Records from a collection
++++++++++++++++++++

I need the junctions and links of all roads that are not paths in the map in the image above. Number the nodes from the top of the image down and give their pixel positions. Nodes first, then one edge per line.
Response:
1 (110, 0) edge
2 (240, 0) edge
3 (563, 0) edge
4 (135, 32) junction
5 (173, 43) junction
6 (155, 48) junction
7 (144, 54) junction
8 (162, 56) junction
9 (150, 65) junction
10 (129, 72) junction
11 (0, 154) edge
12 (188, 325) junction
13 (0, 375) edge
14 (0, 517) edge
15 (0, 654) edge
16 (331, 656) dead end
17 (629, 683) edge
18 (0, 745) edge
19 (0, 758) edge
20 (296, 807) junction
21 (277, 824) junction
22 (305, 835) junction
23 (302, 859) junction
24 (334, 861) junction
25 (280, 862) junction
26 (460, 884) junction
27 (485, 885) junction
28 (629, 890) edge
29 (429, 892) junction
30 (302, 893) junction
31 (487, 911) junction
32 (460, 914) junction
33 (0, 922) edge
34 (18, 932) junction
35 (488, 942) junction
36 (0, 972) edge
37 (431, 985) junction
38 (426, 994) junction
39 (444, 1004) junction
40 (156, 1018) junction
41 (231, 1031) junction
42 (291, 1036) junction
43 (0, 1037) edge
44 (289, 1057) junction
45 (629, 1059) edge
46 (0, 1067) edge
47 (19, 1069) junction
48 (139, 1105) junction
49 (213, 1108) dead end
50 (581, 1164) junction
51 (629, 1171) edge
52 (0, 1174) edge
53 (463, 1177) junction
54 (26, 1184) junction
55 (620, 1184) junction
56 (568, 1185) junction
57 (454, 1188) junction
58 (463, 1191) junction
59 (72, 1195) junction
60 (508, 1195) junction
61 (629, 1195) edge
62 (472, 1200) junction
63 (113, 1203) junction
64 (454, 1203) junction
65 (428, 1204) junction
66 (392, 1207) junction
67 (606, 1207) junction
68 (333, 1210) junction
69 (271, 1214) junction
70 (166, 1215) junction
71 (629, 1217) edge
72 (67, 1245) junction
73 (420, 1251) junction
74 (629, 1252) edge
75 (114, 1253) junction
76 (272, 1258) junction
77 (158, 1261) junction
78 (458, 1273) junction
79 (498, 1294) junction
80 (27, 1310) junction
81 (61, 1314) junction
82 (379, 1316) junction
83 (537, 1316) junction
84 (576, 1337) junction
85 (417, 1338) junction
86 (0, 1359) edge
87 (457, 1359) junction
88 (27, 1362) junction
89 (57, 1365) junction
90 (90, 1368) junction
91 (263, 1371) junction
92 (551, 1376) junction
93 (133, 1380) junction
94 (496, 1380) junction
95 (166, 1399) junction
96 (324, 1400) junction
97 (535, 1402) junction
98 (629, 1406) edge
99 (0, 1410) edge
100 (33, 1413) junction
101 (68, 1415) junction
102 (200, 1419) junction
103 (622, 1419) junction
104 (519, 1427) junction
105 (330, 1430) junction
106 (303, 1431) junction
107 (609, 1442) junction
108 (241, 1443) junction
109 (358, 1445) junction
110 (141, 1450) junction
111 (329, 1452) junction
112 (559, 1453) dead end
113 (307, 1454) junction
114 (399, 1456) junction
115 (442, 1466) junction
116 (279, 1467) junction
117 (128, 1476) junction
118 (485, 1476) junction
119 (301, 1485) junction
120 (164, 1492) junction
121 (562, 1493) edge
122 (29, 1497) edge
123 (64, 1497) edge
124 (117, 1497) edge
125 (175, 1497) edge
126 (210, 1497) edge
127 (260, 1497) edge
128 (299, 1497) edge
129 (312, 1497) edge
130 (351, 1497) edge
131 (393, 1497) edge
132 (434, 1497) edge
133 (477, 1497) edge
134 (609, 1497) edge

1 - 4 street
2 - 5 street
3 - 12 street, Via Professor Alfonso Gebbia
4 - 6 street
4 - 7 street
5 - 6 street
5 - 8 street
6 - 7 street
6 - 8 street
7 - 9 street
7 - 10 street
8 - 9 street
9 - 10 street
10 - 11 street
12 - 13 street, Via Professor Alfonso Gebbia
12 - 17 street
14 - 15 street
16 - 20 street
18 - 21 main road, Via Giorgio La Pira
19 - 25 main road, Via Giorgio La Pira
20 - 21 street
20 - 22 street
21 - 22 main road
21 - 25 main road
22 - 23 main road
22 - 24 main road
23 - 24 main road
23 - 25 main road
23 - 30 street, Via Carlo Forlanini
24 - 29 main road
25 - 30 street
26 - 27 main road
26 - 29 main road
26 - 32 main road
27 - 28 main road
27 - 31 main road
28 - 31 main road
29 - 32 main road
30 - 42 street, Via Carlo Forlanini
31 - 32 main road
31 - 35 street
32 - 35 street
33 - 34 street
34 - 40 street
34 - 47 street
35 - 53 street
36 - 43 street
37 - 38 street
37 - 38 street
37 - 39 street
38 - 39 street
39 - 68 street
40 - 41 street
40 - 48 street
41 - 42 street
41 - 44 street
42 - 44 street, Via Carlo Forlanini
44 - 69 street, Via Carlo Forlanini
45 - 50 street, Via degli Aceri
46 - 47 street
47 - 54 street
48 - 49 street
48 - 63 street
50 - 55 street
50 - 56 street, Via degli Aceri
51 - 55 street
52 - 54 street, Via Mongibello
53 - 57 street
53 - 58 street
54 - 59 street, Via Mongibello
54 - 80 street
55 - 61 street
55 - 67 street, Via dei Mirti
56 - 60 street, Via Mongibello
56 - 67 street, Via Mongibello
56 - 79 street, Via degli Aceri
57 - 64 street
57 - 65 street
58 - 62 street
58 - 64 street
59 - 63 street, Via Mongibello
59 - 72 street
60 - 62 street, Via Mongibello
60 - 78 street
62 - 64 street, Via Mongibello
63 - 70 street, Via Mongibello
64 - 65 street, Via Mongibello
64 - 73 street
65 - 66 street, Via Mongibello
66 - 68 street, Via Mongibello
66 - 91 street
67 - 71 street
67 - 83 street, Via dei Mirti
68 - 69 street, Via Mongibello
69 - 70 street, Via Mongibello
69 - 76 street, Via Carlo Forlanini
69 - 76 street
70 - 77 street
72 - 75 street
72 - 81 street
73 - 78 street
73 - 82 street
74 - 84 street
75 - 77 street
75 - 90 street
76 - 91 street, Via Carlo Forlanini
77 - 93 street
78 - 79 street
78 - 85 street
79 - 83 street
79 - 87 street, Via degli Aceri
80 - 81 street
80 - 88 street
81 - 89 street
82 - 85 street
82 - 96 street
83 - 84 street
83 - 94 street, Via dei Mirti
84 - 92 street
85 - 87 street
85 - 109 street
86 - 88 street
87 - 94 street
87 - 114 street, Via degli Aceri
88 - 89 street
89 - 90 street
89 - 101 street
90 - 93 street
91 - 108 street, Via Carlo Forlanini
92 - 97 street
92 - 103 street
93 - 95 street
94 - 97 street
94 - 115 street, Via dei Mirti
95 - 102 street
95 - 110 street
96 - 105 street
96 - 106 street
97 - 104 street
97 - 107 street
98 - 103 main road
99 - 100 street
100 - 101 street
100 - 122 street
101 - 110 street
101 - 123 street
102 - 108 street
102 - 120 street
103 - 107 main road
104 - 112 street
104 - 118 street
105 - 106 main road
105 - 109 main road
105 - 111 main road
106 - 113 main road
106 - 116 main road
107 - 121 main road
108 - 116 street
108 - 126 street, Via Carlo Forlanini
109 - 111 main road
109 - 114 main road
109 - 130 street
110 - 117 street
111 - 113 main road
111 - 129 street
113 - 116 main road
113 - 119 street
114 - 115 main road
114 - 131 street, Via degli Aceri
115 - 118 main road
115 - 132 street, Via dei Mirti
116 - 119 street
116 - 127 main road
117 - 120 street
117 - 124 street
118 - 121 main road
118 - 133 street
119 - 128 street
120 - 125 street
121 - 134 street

++++++++++++++++++++

Would you transcribe all of the data, keeping each line exact?

■ Output for this task
I need the junctions and links of all roads that are not paths in the map in the image above. Number the nodes from the top of the image down and give their pixel positions. Nodes first, then one edge per line.
Response:
1 (110, 0) edge
2 (240, 0) edge
3 (563, 0) edge
4 (135, 32) junction
5 (173, 43) junction
6 (155, 48) junction
7 (144, 54) junction
8 (162, 56) junction
9 (150, 65) junction
10 (129, 72) junction
11 (0, 154) edge
12 (188, 325) junction
13 (0, 375) edge
14 (0, 517) edge
15 (0, 654) edge
16 (331, 656) dead end
17 (629, 683) edge
18 (0, 745) edge
19 (0, 758) edge
20 (296, 807) junction
21 (277, 824) junction
22 (305, 835) junction
23 (302, 859) junction
24 (334, 861) junction
25 (280, 862) junction
26 (460, 884) junction
27 (485, 885) junction
28 (629, 890) edge
29 (429, 892) junction
30 (302, 893) junction
31 (487, 911) junction
32 (460, 914) junction
33 (0, 922) edge
34 (18, 932) junction
35 (488, 942) junction
36 (0, 972) edge
37 (431, 985) junction
38 (426, 994) junction
39 (444, 1004) junction
40 (156, 1018) junction
41 (231, 1031) junction
42 (291, 1036) junction
43 (0, 1037) edge
44 (289, 1057) junction
45 (629, 1059) edge
46 (0, 1067) edge
47 (19, 1069) junction
48 (139, 1105) junction
49 (213, 1108) dead end
50 (581, 1164) junction
51 (629, 1171) edge
52 (0, 1174) edge
53 (463, 1177) junction
54 (26, 1184) junction
55 (620, 1184) junction
56 (568, 1185) junction
57 (454, 1188) junction
58 (463, 1191) junction
59 (72, 1195) junction
60 (508, 1195) junction
61 (629, 1195) edge
62 (472, 1200) junction
63 (113, 1203) junction
64 (454, 1203) junction
65 (428, 1204) junction
66 (392, 1207) junction
67 (606, 1207) junction
68 (333, 1210) junction
69 (271, 1214) junction
70 (166, 1215) junction
71 (629, 1217) edge
72 (67, 1245) junction
73 (420, 1251) junction
74 (629, 1252) edge
75 (114, 1253) junction
76 (272, 1258) junction
77 (158, 1261) junction
78 (458, 1273) junction
79 (498, 1294) junction
80 (27, 1310) junction
81 (61, 1314) junction
82 (379, 1316) junction
83 (537, 1316) junction
84 (576, 1337) junction
85 (417, 1338) junction
86 (0, 1359) edge
87 (457, 1359) junction
88 (27, 1362) junction
89 (57, 1365) junction
90 (90, 1368) junction
91 (263, 1371) junction
92 (551, 1376) junction
93 (133, 1380) junction
94 (496, 1380) junction
95 (166, 1399) junction
96 (324, 1400) junction
97 (535, 1402) junction
98 (629, 1406) edge
99 (0, 1410) edge
100 (33, 1413) junction
101 (68, 1415) junction
102 (200, 1419) junction
103 (622, 1419) junction
104 (519, 1427) junction
105 (330, 1430) junction
106 (303, 1431) junction
107 (609, 1442) junction
108 (241, 1443) junction
109 (358, 1445) junction
110 (141, 1450) junction
111 (329, 1452) junction
112 (559, 1453) dead end
113 (307, 1454) junction
114 (399, 1456) junction
115 (442, 1466) junction
116 (279, 1467) junction
117 (128, 1476) junction
118 (485, 1476) junction
119 (301, 1485) junction
120 (164, 1492) junction
121 (562, 1493) edge
122 (29, 1497) edge
123 (64, 1497) edge
124 (117, 1497) edge
125 (175, 1497) edge
126 (210, 1497) edge
127 (260, 1497) edge
128 (299, 1497) edge
129 (312, 1497) edge
130 (351, 1497) edge
131 (393, 1497) edge
132 (434, 1497) edge
133 (477, 1497) edge
134 (609, 1497) edge

1 - 4 street
2 - 5 street
3 - 12 street, Via Professor Alfonso Gebbia
4 - 6 street
4 - 7 street
5 - 6 street
5 - 8 street
6 - 7 street
6 - 8 street
7 - 9 street
7 - 10 street
8 - 9 street
9 - 10 street
10 - 11 street
12 - 13 street, Via Professor Alfonso Gebbia
12 - 17 street
14 - 15 street
16 - 20 street
18 - 21 main road, Via Giorgio La Pira
19 - 25 main road, Via Giorgio La Pira
20 - 21 street
20 - 22 street
21 - 22 main road
21 - 25 main road
22 - 23 main road
22 - 24 main road
23 - 24 main road
23 - 25 main road
23 - 30 street, Via Carlo Forlanini
24 - 29 main road
25 - 30 street
26 - 27 main road
26 - 29 main road
26 - 32 main road
27 - 28 main road
27 - 31 main road
28 - 31 main road
29 - 32 main road
30 - 42 street, Via Carlo Forlanini
31 - 32 main road
31 - 35 street
32 - 35 street
33 - 34 street
34 - 40 street
34 - 47 street
35 - 53 street
36 - 43 street
37 - 38 street
37 - 38 street
37 - 39 street
38 - 39 street
39 - 68 street
40 - 41 street
40 - 48 street
41 - 42 street
41 - 44 street
42 - 44 street, Via Carlo Forlanini
44 - 69 street, Via Carlo Forlanini
45 - 50 street, Via degli Aceri
46 - 47 street
47 - 54 street
48 - 49 street
48 - 63 street
50 - 55 street
50 - 56 street, Via degli Aceri
51 - 55 street
52 - 54 street, Via Mongibello
53 - 57 street
53 - 58 street
54 - 59 street, Via Mongibello
54 - 80 street
55 - 61 street
55 - 67 street, Via dei Mirti
56 - 60 street, Via Mongibello
56 - 67 street, Via Mongibello
56 - 79 street, Via degli Aceri
57 - 64 street
57 - 65 street
58 - 62 street
58 - 64 street
59 - 63 street, Via Mongibello
59 - 72 street
60 - 62 street, Via Mongibello
60 - 78 street
62 - 64 street, Via Mongibello
63 - 70 street, Via Mongibello
64 - 65 street, Via Mongibello
64 - 73 street
65 - 66 street, Via Mongibello
66 - 68 street, Via Mongibello
66 - 91 street
67 - 71 street
67 - 83 street, Via dei Mirti
68 - 69 street, Via Mongibello
69 - 70 street, Via Mongibello
69 - 76 street, Via Carlo Forlanini
69 - 76 street
70 - 77 street
72 - 75 street
72 - 81 street
73 - 78 street
73 - 82 street
74 - 84 street
75 - 77 street
75 - 90 street
76 - 91 street, Via Carlo Forlanini
77 - 93 street
78 - 79 street
78 - 85 street
79 - 83 street
79 - 87 street, Via degli Aceri
80 - 81 street
80 - 88 street
81 - 89 street
82 - 85 street
82 - 96 street
83 - 84 street
83 - 94 street, Via dei Mirti
84 - 92 street
85 - 87 street
85 - 109 street
86 - 88 street
87 - 94 street
87 - 114 street, Via degli Aceri
88 - 89 street
89 - 90 street
89 - 101 street
90 - 93 street
91 - 108 street, Via Carlo Forlanini
92 - 97 street
92 - 103 street
93 - 95 street
94 - 97 street
94 - 115 street, Via dei Mirti
95 - 102 street
95 - 110 street
96 - 105 street
96 - 106 street
97 - 104 street
97 - 107 street
98 - 103 main road
99 - 100 street
100 - 101 street
100 - 122 street
101 - 110 street
101 - 123 street
102 - 108 street
102 - 120 street
103 - 107 main road
104 - 112 street
104 - 118 street
105 - 106 main road
105 - 109 main road
105 - 111 main road
106 - 113 main road
106 - 116 main road
107 - 121 main road
108 - 116 street
108 - 126 street, Via Carlo Forlanini
109 - 111 main road
109 - 114 main road
109 - 130 street
110 - 117 street
111 - 113 main road
111 - 129 street
113 - 116 main road
113 - 119 street
114 - 115 main road
114 - 131 street, Via degli Aceri
115 - 118 main road
115 - 132 street, Via dei Mirti
116 - 119 street
116 - 127 main road
117 - 120 street
117 - 124 street
118 - 121 main road
118 - 133 street
119 - 128 street
120 - 125 street
121 - 134 street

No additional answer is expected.